_What is expected_
Report how many lines below include the string "JSON". Please keep the reply to that number.

Saved data entries:
▼

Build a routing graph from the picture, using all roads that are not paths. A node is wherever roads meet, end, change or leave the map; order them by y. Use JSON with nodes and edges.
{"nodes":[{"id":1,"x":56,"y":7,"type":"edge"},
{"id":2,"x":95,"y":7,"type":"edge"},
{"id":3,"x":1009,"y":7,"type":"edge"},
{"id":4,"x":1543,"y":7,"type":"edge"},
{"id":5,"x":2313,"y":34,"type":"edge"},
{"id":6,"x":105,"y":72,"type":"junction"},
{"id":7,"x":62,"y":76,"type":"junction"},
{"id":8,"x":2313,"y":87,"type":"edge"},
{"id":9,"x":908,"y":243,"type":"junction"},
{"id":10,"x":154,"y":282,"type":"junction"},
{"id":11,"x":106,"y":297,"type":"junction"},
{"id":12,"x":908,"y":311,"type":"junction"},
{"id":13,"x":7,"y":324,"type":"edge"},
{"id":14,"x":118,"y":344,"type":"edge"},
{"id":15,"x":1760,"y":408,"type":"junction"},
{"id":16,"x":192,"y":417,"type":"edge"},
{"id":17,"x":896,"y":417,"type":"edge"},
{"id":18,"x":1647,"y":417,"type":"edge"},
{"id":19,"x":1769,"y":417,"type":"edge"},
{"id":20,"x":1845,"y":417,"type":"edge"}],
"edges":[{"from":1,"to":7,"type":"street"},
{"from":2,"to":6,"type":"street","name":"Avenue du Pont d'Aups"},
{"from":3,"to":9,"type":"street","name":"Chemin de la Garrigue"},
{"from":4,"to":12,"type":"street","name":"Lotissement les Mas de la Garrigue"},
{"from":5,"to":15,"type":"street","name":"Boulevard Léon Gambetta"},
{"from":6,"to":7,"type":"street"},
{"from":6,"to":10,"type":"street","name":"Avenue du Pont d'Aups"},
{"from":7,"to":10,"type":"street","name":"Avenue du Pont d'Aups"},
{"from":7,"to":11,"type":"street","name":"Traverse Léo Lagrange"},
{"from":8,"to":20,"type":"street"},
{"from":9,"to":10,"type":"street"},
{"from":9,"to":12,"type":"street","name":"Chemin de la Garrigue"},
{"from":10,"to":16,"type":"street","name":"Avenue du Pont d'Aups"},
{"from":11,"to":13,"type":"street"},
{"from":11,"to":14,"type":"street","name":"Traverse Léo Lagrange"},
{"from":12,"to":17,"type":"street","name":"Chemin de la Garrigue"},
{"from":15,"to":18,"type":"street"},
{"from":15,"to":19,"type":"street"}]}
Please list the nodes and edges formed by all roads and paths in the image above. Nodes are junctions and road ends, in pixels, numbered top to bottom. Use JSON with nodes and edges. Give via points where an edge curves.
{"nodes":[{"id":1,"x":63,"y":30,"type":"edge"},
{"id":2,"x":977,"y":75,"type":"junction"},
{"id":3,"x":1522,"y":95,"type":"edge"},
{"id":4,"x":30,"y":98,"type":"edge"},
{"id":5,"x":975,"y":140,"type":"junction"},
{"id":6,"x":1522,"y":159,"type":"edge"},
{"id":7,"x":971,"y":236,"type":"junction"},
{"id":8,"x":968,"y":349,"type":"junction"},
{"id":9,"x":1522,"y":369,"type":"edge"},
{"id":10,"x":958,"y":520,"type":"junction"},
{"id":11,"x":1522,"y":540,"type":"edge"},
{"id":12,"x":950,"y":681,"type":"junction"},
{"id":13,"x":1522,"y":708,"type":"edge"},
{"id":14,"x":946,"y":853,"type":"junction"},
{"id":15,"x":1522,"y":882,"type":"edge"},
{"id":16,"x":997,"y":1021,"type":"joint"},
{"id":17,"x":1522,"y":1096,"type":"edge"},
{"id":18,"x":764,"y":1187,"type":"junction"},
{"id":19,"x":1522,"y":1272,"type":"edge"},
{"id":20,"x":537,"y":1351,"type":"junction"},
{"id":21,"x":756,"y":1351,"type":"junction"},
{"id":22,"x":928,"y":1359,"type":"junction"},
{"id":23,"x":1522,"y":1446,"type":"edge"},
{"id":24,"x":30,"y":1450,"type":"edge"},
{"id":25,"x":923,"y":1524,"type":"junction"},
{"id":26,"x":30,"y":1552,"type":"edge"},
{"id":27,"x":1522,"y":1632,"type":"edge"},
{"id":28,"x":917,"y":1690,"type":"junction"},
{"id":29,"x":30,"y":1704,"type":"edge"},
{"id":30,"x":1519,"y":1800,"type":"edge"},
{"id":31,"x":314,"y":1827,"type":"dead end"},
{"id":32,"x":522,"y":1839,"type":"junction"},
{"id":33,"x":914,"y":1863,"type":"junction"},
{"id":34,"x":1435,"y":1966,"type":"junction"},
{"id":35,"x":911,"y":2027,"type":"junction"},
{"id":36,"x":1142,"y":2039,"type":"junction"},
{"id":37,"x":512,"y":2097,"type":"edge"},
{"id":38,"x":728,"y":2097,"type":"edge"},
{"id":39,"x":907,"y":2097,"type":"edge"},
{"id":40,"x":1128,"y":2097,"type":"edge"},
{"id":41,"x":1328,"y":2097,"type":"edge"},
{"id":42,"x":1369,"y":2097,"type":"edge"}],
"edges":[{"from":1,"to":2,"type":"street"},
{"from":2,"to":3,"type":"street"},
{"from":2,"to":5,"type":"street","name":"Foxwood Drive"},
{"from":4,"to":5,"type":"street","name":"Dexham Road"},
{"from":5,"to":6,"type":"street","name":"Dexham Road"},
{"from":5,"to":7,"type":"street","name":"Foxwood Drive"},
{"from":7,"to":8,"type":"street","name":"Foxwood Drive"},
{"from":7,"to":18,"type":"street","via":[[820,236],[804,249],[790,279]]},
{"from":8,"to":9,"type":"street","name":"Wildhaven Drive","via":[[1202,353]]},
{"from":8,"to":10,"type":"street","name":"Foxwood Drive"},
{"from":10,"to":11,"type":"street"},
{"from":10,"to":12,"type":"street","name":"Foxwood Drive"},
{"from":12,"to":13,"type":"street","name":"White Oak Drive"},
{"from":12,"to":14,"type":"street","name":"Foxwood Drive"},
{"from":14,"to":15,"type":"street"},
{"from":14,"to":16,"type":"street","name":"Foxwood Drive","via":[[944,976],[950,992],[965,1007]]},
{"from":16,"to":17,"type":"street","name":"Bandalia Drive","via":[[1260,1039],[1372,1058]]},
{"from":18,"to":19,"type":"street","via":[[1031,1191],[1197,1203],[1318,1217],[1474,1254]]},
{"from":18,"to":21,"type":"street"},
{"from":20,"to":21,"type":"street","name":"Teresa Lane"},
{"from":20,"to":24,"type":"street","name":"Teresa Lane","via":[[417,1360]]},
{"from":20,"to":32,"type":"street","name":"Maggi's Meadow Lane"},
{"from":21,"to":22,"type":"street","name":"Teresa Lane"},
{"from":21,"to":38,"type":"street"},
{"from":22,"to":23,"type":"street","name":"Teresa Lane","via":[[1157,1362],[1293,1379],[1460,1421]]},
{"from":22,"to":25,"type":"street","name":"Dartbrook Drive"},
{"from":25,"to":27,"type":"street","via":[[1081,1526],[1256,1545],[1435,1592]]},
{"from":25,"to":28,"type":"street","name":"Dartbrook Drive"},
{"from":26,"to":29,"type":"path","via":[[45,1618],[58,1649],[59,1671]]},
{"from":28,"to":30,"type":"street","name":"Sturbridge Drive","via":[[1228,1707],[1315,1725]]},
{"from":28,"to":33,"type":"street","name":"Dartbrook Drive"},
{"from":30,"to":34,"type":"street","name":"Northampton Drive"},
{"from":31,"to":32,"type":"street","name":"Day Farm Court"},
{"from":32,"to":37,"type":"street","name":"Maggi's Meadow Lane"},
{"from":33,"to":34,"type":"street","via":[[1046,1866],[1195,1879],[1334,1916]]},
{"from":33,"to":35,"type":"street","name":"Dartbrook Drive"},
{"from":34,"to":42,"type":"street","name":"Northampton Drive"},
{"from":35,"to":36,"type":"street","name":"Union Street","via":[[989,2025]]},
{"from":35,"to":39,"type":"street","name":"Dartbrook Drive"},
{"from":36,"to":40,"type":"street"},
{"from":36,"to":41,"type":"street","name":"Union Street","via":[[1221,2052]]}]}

▲

_Reply_
2